When I was a kid I called my parents friends aunts/uncles but I don't call them that anymore now that I'm older, now I just call them by their names.
 
No. Then again I had more than enough aunts and uncles on both sides to remember their names. My parents rarely ever brought people into our house, so I think that this also played a part.
 
I have not had the experience/need to do this but I 100% would, the same way I would respect calling adoptive parents someone’s mom or dad
 
My parents had a close friend when I was itty bitty and we refered to him as uncle though he wasn't related whatsoever.
Family isn't always blood and that's ok.
 
yes I’m asian so I use to call every older asian person outside of my family aunties and uncles when I was younger. now that I’m older I only call my friends parents or older acquaintances auntie or uncle. I had one of my niece’s friend call me auntie the other day 😅 made me feel old, lol I guess that’s just the circle of life.
 
I don't personally refer to anyone that isn't blood related as aunt or uncle; I lack the cultural influence to do so, I don't talk that much anyway, I don't know anyone who is close enough that would fit the bill and I'm at an age where, with all those factors combined, it would be kind of awkward and strange to do so.

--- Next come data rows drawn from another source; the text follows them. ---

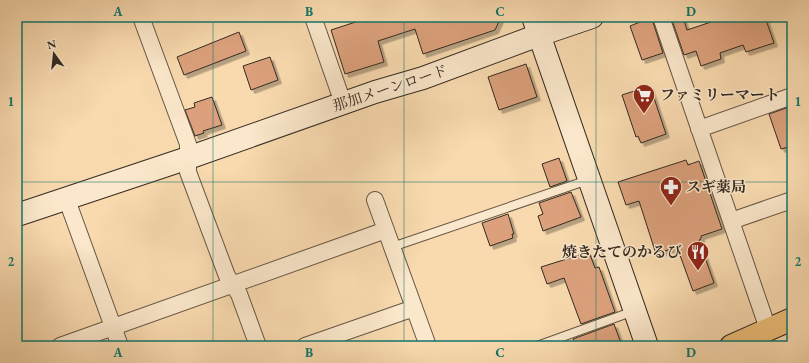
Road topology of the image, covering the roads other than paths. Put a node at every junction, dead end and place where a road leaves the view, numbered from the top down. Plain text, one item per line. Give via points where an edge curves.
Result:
1 (141, 17) edge
2 (313, 17) edge
3 (592, 17) edge
4 (661, 17) edge
5 (536, 26) edge
6 (792, 96) edge
7 (343, 103) junction
8 (699, 129) junction
9 (188, 158) junction
10 (588, 180) junction
11 (67, 200) junction
12 (375, 200) dead end
13 (792, 200) edge
14 (17, 215) edge
15 (731, 221) junction
16 (386, 230) junction
17 (392, 247) junction
18 (233, 285) junction
19 (414, 308) junction
20 (634, 312) junction
21 (792, 319) edge
22 (113, 328) junction
23 (768, 329) junction
24 (60, 346) edge
25 (120, 346) edge
26 (258, 346) edge
27 (305, 346) edge
28 (428, 346) edge
29 (537, 346) edge
30 (647, 346) edge
31 (731, 346) edge

1 - 9 street via 188,144
2 - 7 street
3 - 5 street, 那加メーンロード
4 - 8 street
5 - 7 street, 那加メーンロード via 423,78
5 - 10 street
6 - 8 street
7 - 9 street, 那加メーンロード
8 - 15 street
9 - 11 street, 那加メーンロード
9 - 18 street via 188,172 227,276
10 - 17 lane
10 - 20 street
11 - 14 street, 那加メーンロード
11 - 22 street
12 - 16 street
13 - 15 street
15 - 23 street
16 - 17 street
16 - 18 street
17 - 19 street
18 - 22 street
18 - 26 street via 239,294
19 - 27 street
19 - 28 street
20 - 29 lane
20 - 30 street
21 - 23 highway
22 - 24 street
22 - 25 street
23 - 31 highway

I fully intend never to have children, for multiple reasons, but if I ever did then I would refer to my best and closest friends as aunts/uncles to my hypothetical kids as a way to convey the high esteem I hold them in and show that they're close family friends.
 
Yeah, there are a lot of my my mom and dad's friends who would come visit us when we were our kids and we were supposed to call them. Uncle and Auntie. I was so confused as a kid. I don't think my parents even ever told me that this was just a term of respect. But at some point I think I figured it out that they weren't actually blood relatives, and that reveal was so eye opening and looking back on the confusing time before was so frustrating!
 
My parents' close friends are called aunt and uncle. But we have different sets of terms for aunt/uncle on the mother/father side and a different set for non familial aunt/uncle. There's are also different for when they are older or younger than my parents.
 
Yup! In Filipino we have terms for every person older than you. “Tita/Tito” is aunt/uncle, but is also used for non-blood related people who are in the same age range. It’s considered disrespectful to call an older acquaintance by their first name, so we always default to tita/tito (lola/lolo if much older people).
 
im iraqi and we have absolutely huge families, anyone that marries into the family is automatically apart of it and will be called aunt/uncle by their spouses' nieces and nephews. ive always called my aunts and uncles spouses my aunts and uncles as well, it's very normal in my family. however, there are different terms for aunt/uncle on the mother's side and father's side, as well as whether they're young (not that much older than you) or when they're older (like around your grandparents age).